Total Glycome Databaseは、N-glycan、O-glycan、GSL-glycan、fOS、GAGの発現解析結果をデータベース化し様々なビューを提供しています。データベース画面上部の “model”, “source”, “select a view”, “glycan class”のプルダウンメニューから、各項目について選択し、“Submit”ボタンを押すことにより、選択したデータセットが可視化されます。現在は、表形式でのビューをはじめ棒グラフによるそれぞれの糖鎖発現量の比較や円グラフによる各クラスの糖鎖発現割合の横断的な変化等のビューを用意しています(図 8)。
図 9はNiemann-Pick病C型(NPC)のモデル細胞(野生型CHO細胞、NPC1遺伝子をノックアウトしたものさらに、NPCに対する有効性が報告されている2-hydroxypropyl-β-cyclodextrin(HPBCD)を添加したものの3種)のGlycome解析結果13のうちfOSの発現量を円グラフで表示したものです。円の大きさがfOS全体の総発現量を示します。ここで円グラフにマウスオーバするとカラーごとに糖鎖構造等の情報が表示されます。図 9では最も発現割合が大きい (Hex)1(HexNAc)1 が表示されているのが見て取れます。NPC1遺伝子のノックアウトによって糖鎖発現量が増加しますが (Hex)1(HexNAc)1 の割合は著しく減少します。治療薬モデル化合物HPBCDの投与によってfOSの発現量は減少し野生型CHO細胞の発現量に近づきますが (Hex)1(HexNAc)1 の割合は増加するものの、それほど回復しないことが見て取れます。このような発現変動の検出法は治療薬候補を多く用意して同様の実験を多数行う事によってグライコームに基づいた治療薬のスクリーニングへと展開できる可能性も考えられます。それには本データベース で示したような容易に可視化を行えるシステムが有用であるといえます。

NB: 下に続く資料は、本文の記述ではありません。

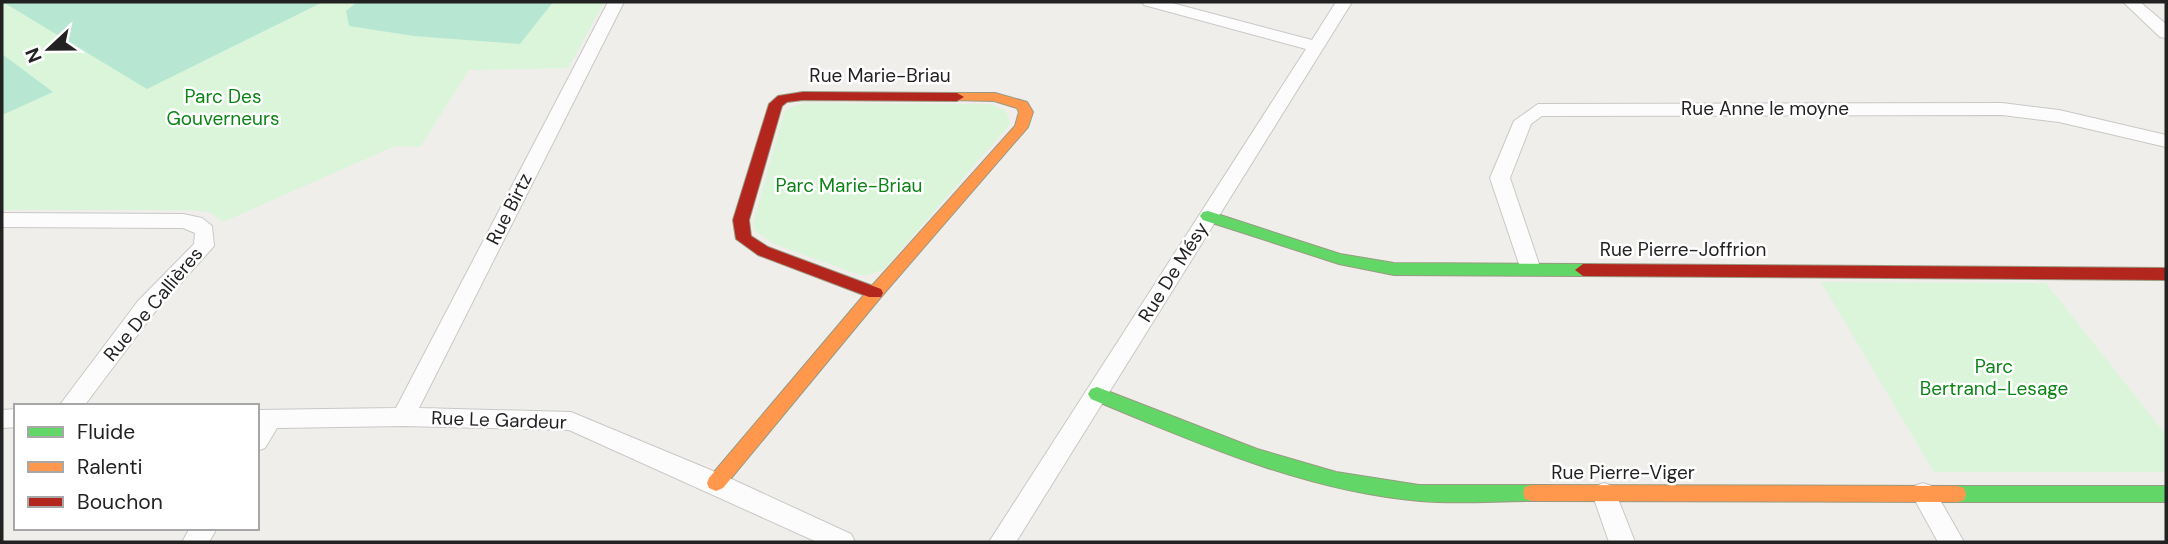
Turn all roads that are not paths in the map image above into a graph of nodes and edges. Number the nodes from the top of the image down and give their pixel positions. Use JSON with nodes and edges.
{"nodes":[{"id":1,"x":616,"y":2,"type":"edge"},
{"id":2,"x":1150,"y":2,"type":"edge"},
{"id":3,"x":1344,"y":2,"type":"edge"},
{"id":4,"x":2131,"y":2,"type":"edge"},
{"id":5,"x":2166,"y":33,"type":"edge"},
{"id":6,"x":1316,"y":46,"type":"junction"},
{"id":7,"x":2166,"y":141,"type":"edge"},
{"id":8,"x":1208,"y":216,"type":"junction"},
{"id":9,"x":2,"y":220,"type":"edge"},
{"id":10,"x":1531,"y":270,"type":"junction"},
{"id":11,"x":2166,"y":274,"type":"edge"},
{"id":12,"x":875,"y":293,"type":"junction"},
{"id":13,"x":1097,"y":394,"type":"junction"},
{"id":14,"x":73,"y":404,"type":"edge"},
{"id":15,"x":403,"y":417,"type":"junction"},
{"id":16,"x":264,"y":419,"type":"edge"},
{"id":17,"x":716,"y":483,"type":"junction"},
{"id":18,"x":1604,"y":493,"type":"junction"},
{"id":19,"x":1923,"y":493,"type":"junction"},
{"id":20,"x":2166,"y":494,"type":"edge"},
{"id":21,"x":842,"y":542,"type":"edge"},
{"id":22,"x":1002,"y":542,"type":"edge"},
{"id":23,"x":1622,"y":542,"type":"edge"},
{"id":24,"x":1951,"y":542,"type":"edge"}],
"edges":[{"from":1,"to":15,"type":"street","name":"Rue Birtz"},
{"from":2,"to":6,"type":"street"},
{"from":3,"to":6,"type":"street","name":"Rue De Mésy"},
{"from":4,"to":5,"type":"street"},
{"from":6,"to":8,"type":"street","name":"Rue De Mésy"},
{"from":7,"to":10,"type":"street","name":"Rue Anne le moyne"},
{"from":8,"to":10,"type":"street","name":"Rue Pierre-Joffrion"},
{"from":8,"to":13,"type":"street","name":"Rue De Mésy"},
{"from":9,"to":14,"type":"street","name":"Rue De Callières"},
{"from":10,"to":11,"type":"street","name":"Rue Pierre-Joffrion"},
{"from":12,"to":12,"type":"street","name":"Rue Marie-Briau"},
{"from":12,"to":17,"type":"street","name":"Rue Marie-Briau"},
{"from":13,"to":18,"type":"street","name":"Rue Pierre-Viger"},
{"from":13,"to":22,"type":"street","name":"Rue De Mésy"},
{"from":15,"to":16,"type":"street","name":"Rue Le Gardeur"},
{"from":15,"to":17,"type":"street","name":"Rue Le Gardeur"},
{"from":17,"to":21,"type":"street","name":"Rue Le Gardeur"},
{"from":18,"to":19,"type":"street","name":"Rue Pierre-Viger"},
{"from":18,"to":23,"type":"street"},
{"from":19,"to":20,"type":"street","name":"Rue Pierre-Viger"},
{"from":19,"to":24,"type":"street"}]}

GlycoEpitope 14,15,16は糖鎖抗原と糖鎖抗原を認識する抗体についての情報を収集したデータベースです。糖鎖生物学者の協力を得て構築されています。このデータベースはGlyCosmosとhttps://glycoepitope.jpから利用することができます。GlycoEipopeはエピトープの一般データ(General)、エピトープを認識する抗体(Antibody)、発現しているタンパク質(Glycoprotein)、エピトープ部分構造を持つ糖脂質、エピトープの合成や分解に関与する酵素、食物糖鎖、文献から構成されています。現在(令和元年10月30日現在)で、173のエピトープ、614の抗体の情報が収録されています。
糖鎖抗原や抗体の一覧表示(図10)や各項目のキーワード検索(図11)から目的の情報を検索することができます。糖鎖抗原の詳細ページでは、各種情報を閲覧することができます(図12)。